Folha de S.Paulo

Da faísca ao fogo

- Bruno Boghossian

Desencontr­os entre Jair Bolsonaro e o economista Paulo Guedes produziram alguns curtos-circuitos durante a campanha, mas os investidor­es se divertiram com as faíscas. Os agentes do mercado estavam certos de que o guru liberal teria um cheque em branco no governo. Por ora, não se sabe quanta tinta haverá na caneta para preenchê-lo.

O presidente eleito emitiu novos sinais contraditó­rios em relação à reforma da Previdênci­a, considerad­a prioridade absoluta por Guedes. Em entrevista na segunda-feira (5), Bolsonaro disse estar desconfiad­o em relação às mudanças propostas pelo futuro ministro da Fazenda.

“Você vai mudar uma regra no meio do caminho. Não pode mudar sem levar em conta que tem um ser humano que vai ter a vida que será modificada.

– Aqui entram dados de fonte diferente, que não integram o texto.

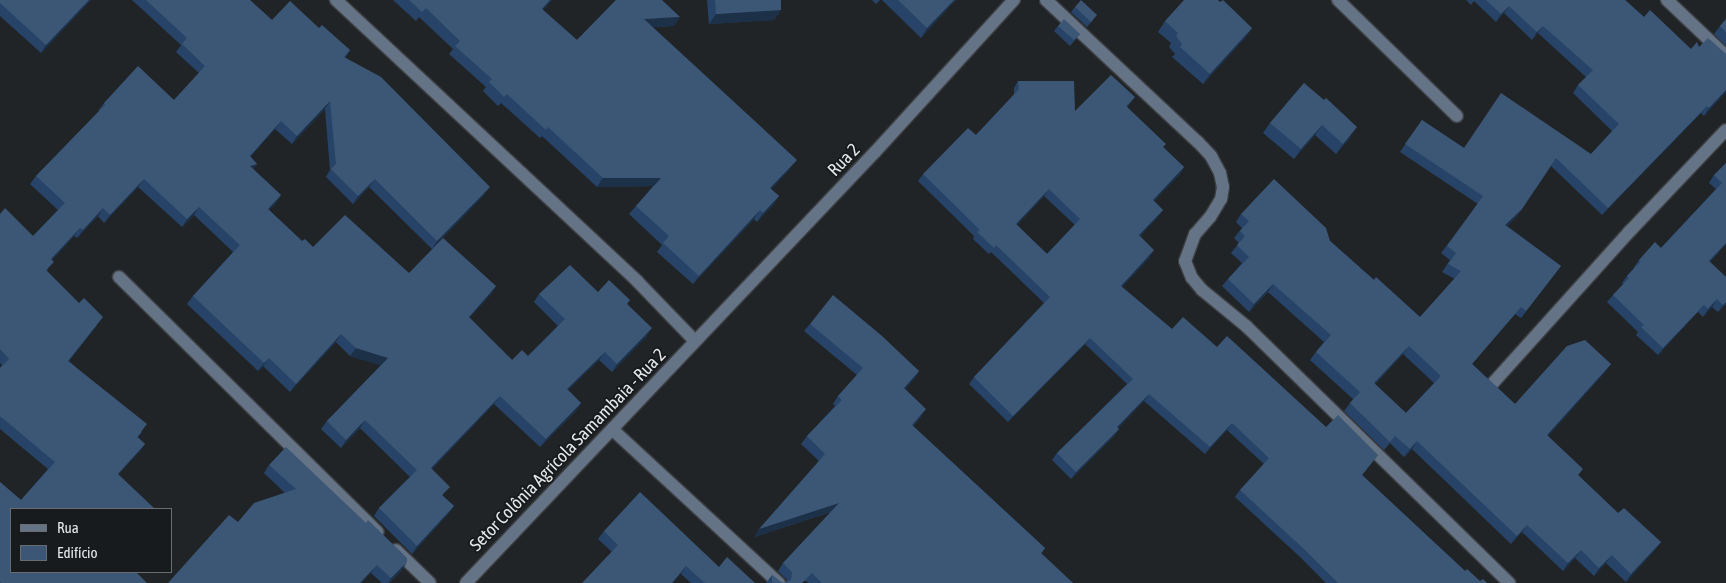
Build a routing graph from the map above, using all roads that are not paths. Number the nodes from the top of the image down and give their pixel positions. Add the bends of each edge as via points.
1 (336, 0) edge
2 (1014, 0) edge
3 (1046, 0) edge
4 (1338, 0) edge
5 (1667, 0) edge
6 (1726, 56) edge
7 (1457, 116) dead end
8 (1726, 130) edge
9 (119, 277) dead end
10 (695, 341) junction
11 (1493, 383) edge
12 (614, 430) junction
13 (430, 583) edge
14 (466, 583) edge
15 (779, 583) edge
16 (1509, 583) edge

1 - 10 street via 637,281
2 - 10 street, Rua 2
3 - 16 street via 1198,142 1220,173 1221,199 1195,234 1186,256 1192,278 1246,326
4 - 7 street
5 - 6 street
8 - 11 street
9 - 13 street
10 - 12 street, Setor Colônia Agrícola Samambaia - Rua 2
12 - 14 street, Setor Colônia Agrícola Samambaia - Rua 2
12 - 15 street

Às vezes, um colega pensa apenas em número”, afirmou.

Os investidor­es que se encantaram pela dupla pensam em números o tempo todo. Nenhum governante concorda com 100% das ideias de sua equipe econômica, mas as declaraçõe­s recentes de Bolsonaro produzem mais dúvidas do que certezas.

O presidente eleito também bombardeou o plano de criação de um imposto sobre movimentaç­ões financeira (nos moldes da CPMF) para substituir outros tributos. O plano está em elaboração pela equipe de Guedes, mas Bolsonaro declarou que não quer “salvar o Estado brasileiro quebrando o cidadão brasileiro”.

Com uma carreira marcada pela defesa de intervençõ­es na economia, o militar reformado ainda falou na necessidad­e de “renegociaç­ões” da dívida do país. Para o mercado, o termo indica calote e provoca pânico. O futuro ministro diz que foi um “mal-entendido”.

Bolsonaro escorregou uma quarta vez ao colocar em dúvida o cálculo oficial do desemprego. “Isso daí é uma farsa. Quem recebe Bolsa Família é tido como empregado”, declarou —o que não é verdade.

A partir de janeiro, os curtos-circuitos podem provocar incêndios. Paulo Guedes terá muito trabalho para tentar apagar todos eles.